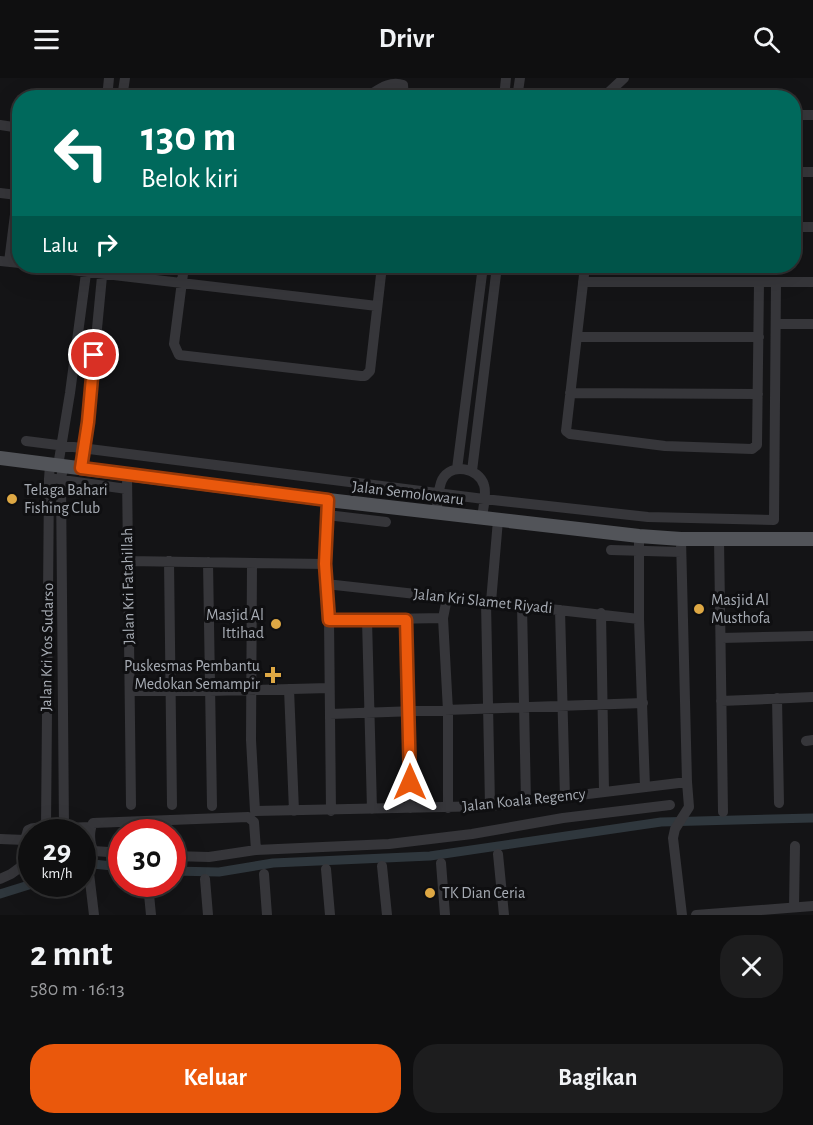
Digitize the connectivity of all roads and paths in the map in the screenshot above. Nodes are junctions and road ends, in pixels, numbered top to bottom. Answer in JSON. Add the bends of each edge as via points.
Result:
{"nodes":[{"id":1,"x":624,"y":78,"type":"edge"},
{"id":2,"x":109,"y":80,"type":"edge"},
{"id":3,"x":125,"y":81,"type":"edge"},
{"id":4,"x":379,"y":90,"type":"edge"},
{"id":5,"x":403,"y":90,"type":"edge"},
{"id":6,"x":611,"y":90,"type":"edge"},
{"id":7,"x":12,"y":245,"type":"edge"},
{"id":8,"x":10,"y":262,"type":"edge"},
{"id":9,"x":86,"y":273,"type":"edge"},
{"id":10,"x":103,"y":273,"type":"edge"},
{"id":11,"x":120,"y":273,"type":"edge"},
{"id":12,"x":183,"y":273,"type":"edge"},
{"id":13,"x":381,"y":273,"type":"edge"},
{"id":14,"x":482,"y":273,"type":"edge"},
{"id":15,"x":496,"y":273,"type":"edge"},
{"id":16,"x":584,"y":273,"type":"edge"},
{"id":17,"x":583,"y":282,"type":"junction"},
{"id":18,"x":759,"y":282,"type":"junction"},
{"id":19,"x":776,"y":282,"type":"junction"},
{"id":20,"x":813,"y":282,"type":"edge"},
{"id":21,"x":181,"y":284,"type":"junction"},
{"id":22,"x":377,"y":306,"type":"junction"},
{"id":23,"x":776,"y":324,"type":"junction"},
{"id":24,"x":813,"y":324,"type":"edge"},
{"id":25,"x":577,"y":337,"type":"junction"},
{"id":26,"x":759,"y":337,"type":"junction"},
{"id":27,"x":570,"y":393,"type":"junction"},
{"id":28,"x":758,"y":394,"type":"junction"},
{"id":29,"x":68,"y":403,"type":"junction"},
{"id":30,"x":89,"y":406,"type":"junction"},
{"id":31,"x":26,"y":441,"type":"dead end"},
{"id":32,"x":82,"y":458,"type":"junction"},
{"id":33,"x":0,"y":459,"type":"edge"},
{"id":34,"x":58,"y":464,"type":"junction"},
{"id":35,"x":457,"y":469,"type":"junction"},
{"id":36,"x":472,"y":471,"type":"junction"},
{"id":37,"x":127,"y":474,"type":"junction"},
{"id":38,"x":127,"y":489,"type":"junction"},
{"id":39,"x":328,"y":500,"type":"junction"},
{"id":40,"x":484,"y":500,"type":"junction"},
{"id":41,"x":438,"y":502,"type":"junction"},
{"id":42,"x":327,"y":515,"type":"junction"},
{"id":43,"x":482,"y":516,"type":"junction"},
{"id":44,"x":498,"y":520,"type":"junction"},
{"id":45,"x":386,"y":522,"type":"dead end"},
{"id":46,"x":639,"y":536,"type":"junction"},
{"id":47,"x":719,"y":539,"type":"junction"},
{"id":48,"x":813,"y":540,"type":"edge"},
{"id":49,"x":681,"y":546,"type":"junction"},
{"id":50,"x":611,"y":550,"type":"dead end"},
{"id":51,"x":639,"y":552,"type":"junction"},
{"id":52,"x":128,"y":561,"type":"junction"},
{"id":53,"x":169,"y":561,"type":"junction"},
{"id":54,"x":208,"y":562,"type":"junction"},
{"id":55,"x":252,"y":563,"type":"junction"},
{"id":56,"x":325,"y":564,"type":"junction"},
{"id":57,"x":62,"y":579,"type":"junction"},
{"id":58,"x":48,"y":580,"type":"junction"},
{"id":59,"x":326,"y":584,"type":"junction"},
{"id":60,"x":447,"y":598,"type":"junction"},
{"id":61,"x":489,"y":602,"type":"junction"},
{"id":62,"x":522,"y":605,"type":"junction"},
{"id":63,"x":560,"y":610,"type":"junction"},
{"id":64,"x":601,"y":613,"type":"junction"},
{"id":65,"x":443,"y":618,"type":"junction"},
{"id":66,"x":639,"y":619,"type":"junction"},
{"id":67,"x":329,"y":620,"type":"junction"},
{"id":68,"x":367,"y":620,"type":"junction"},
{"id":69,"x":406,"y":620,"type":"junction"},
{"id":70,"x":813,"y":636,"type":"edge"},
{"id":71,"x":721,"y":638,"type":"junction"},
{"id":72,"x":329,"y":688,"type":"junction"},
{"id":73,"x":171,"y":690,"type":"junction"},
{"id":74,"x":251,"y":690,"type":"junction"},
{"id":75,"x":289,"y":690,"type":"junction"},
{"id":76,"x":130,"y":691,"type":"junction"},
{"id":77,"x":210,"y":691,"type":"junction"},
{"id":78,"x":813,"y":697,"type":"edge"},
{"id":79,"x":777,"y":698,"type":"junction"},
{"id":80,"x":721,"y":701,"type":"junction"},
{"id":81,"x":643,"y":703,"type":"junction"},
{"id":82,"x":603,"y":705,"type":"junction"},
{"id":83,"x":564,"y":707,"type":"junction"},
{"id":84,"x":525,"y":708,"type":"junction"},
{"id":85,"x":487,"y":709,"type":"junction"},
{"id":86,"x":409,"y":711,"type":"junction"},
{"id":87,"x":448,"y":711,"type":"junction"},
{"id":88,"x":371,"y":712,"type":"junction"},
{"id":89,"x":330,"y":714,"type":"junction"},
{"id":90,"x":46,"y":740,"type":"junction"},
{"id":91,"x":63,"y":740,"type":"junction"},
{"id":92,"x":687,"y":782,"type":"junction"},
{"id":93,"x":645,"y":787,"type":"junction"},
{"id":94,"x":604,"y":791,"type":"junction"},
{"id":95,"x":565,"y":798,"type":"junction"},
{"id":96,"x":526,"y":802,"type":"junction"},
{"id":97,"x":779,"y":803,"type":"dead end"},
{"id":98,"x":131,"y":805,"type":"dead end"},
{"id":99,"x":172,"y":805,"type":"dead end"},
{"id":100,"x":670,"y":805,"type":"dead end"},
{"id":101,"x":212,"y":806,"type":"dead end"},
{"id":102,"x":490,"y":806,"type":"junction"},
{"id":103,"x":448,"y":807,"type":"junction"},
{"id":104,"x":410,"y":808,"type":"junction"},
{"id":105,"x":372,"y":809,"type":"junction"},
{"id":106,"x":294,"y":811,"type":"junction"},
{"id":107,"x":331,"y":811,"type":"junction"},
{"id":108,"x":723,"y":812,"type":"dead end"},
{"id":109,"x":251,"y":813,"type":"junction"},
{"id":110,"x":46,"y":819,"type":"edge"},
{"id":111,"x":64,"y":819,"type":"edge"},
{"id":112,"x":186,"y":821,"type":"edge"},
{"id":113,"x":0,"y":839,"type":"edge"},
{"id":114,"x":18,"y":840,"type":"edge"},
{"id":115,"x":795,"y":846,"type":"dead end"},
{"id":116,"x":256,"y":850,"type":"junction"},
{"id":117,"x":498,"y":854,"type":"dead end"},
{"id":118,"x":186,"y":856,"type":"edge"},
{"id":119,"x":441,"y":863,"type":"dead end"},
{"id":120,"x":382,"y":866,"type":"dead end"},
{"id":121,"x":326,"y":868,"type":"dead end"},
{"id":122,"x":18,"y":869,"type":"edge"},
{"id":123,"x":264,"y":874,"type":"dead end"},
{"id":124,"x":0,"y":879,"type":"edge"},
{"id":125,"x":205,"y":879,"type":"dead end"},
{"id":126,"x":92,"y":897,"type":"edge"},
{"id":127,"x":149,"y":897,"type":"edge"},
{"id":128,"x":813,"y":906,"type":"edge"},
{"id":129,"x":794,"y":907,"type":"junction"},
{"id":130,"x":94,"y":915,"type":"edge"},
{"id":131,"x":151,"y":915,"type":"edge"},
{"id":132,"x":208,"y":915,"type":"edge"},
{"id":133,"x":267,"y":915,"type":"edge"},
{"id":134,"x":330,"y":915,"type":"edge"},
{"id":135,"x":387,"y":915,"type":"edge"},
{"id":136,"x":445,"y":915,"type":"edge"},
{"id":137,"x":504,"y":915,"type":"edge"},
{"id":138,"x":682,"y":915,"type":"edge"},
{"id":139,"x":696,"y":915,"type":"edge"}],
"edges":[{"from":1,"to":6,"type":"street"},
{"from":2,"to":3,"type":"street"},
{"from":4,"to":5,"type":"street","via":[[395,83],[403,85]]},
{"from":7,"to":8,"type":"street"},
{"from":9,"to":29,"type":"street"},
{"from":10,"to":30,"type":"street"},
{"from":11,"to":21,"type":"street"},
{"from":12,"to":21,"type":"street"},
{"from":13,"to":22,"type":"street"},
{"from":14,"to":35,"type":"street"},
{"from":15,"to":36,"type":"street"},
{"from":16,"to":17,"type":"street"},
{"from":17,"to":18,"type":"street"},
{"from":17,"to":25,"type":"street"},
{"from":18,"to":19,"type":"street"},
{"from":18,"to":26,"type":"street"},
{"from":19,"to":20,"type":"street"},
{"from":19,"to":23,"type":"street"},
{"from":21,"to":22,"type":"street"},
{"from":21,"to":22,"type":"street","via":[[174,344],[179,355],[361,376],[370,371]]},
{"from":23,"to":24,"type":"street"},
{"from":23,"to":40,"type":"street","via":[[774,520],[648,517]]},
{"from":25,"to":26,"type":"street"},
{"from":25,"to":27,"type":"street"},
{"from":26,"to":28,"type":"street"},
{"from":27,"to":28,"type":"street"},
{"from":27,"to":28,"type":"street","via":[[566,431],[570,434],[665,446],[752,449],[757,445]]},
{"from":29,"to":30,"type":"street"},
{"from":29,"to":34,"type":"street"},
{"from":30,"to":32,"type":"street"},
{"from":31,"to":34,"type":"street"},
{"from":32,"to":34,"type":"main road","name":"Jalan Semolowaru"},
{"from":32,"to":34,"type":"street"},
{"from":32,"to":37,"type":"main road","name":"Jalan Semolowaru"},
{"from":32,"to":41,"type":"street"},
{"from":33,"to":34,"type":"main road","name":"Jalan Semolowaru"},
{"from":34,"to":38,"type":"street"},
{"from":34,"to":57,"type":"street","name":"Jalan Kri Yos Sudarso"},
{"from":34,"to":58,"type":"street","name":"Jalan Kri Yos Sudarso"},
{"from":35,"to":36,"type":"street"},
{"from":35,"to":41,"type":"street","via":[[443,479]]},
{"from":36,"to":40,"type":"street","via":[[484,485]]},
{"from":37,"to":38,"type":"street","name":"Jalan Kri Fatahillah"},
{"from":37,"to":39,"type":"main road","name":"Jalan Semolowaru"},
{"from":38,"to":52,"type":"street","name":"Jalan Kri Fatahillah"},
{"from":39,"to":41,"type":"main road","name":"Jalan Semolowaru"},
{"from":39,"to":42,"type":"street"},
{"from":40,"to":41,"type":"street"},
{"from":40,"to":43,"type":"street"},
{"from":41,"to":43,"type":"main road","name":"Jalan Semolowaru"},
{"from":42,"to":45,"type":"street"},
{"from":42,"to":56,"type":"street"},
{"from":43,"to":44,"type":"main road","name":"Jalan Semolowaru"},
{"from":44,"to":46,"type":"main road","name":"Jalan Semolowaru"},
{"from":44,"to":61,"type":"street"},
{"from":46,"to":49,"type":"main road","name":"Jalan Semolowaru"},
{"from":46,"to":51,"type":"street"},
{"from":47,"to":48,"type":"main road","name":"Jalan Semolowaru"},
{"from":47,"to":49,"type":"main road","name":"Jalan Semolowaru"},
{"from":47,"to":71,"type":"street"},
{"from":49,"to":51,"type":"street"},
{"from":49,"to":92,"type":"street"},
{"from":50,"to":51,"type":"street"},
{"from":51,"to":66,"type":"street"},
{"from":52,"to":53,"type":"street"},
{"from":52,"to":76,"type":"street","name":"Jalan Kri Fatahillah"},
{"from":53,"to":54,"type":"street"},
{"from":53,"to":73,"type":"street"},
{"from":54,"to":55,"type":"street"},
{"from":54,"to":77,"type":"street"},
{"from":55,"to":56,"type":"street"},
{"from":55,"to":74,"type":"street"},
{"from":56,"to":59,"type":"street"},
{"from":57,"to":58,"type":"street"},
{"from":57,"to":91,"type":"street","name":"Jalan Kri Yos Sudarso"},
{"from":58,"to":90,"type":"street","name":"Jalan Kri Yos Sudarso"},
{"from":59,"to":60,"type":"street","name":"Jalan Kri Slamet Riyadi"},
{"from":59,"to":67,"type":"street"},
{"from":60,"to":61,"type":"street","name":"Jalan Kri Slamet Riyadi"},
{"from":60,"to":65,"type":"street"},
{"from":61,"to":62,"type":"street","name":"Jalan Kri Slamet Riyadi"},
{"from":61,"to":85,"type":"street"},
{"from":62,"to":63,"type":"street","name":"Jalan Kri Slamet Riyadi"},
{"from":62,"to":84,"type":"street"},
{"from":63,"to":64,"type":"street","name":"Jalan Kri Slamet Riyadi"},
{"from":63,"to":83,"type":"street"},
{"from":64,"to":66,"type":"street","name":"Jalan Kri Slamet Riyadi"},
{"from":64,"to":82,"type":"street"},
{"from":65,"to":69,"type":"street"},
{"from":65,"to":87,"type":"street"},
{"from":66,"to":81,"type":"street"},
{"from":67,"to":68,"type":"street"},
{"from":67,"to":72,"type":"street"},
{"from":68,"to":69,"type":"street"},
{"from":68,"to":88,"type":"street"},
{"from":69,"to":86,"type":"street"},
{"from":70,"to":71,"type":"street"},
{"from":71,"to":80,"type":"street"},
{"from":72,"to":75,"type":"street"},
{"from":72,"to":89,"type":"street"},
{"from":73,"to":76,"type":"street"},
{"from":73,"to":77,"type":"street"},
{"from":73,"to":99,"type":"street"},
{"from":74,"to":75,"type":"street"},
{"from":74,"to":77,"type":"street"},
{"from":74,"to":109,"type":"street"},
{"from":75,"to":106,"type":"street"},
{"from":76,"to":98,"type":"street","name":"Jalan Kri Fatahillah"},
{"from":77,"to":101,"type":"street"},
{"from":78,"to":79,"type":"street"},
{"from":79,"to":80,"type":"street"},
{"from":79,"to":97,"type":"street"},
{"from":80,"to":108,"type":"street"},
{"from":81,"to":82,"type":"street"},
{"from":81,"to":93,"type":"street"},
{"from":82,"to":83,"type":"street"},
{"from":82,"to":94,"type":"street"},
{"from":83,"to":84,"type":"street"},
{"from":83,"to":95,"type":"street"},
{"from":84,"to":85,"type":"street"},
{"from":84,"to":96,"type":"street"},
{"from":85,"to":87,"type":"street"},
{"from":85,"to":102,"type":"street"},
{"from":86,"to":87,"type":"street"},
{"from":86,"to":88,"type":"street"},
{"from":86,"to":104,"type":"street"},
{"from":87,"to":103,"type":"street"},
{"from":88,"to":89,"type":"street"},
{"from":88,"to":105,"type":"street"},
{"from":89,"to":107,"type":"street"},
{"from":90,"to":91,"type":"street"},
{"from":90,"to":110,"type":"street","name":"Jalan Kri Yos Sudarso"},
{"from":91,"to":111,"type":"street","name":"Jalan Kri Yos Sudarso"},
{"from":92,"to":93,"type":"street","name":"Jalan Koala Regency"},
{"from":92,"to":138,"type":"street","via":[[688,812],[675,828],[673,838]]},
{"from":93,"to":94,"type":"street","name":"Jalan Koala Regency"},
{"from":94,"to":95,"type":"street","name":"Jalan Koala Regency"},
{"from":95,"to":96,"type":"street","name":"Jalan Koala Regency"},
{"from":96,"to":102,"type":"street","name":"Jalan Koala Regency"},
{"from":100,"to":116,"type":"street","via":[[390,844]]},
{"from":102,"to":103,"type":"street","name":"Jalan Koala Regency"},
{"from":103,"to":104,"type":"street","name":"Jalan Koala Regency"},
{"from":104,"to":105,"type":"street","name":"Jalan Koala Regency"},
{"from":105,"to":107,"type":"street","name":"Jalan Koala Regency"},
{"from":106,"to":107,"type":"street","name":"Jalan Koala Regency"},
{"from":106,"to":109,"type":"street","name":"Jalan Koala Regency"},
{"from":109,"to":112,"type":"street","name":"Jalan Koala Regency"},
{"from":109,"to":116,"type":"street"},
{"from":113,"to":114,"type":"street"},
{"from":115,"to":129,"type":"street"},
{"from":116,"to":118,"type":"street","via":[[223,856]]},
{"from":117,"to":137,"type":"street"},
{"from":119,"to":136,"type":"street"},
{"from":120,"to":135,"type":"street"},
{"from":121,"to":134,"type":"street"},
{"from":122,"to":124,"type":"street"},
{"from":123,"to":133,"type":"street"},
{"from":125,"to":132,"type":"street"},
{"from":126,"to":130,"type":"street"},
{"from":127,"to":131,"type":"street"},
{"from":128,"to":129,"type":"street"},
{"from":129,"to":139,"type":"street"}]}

####

**Brief:** What lines in the material above contain the word "Slamet"? Copy them out.

**Solution:**
{"from":59,"to":60,"type":"street","name":"Jalan Kri Slamet Riyadi"},
{"from":60,"to":61,"type":"street","name":"Jalan Kri Slamet Riyadi"},
{"from":61,"to":62,"type":"street","name":"Jalan Kri Slamet Riyadi"},
{"from":62,"to":63,"type":"street","name":"Jalan Kri Slamet Riyadi"},
{"from":63,"to":64,"type":"street","name":"Jalan Kri Slamet Riyadi"},
{"from":64,"to":66,"type":"street","name":"Jalan Kri Slamet Riyadi"},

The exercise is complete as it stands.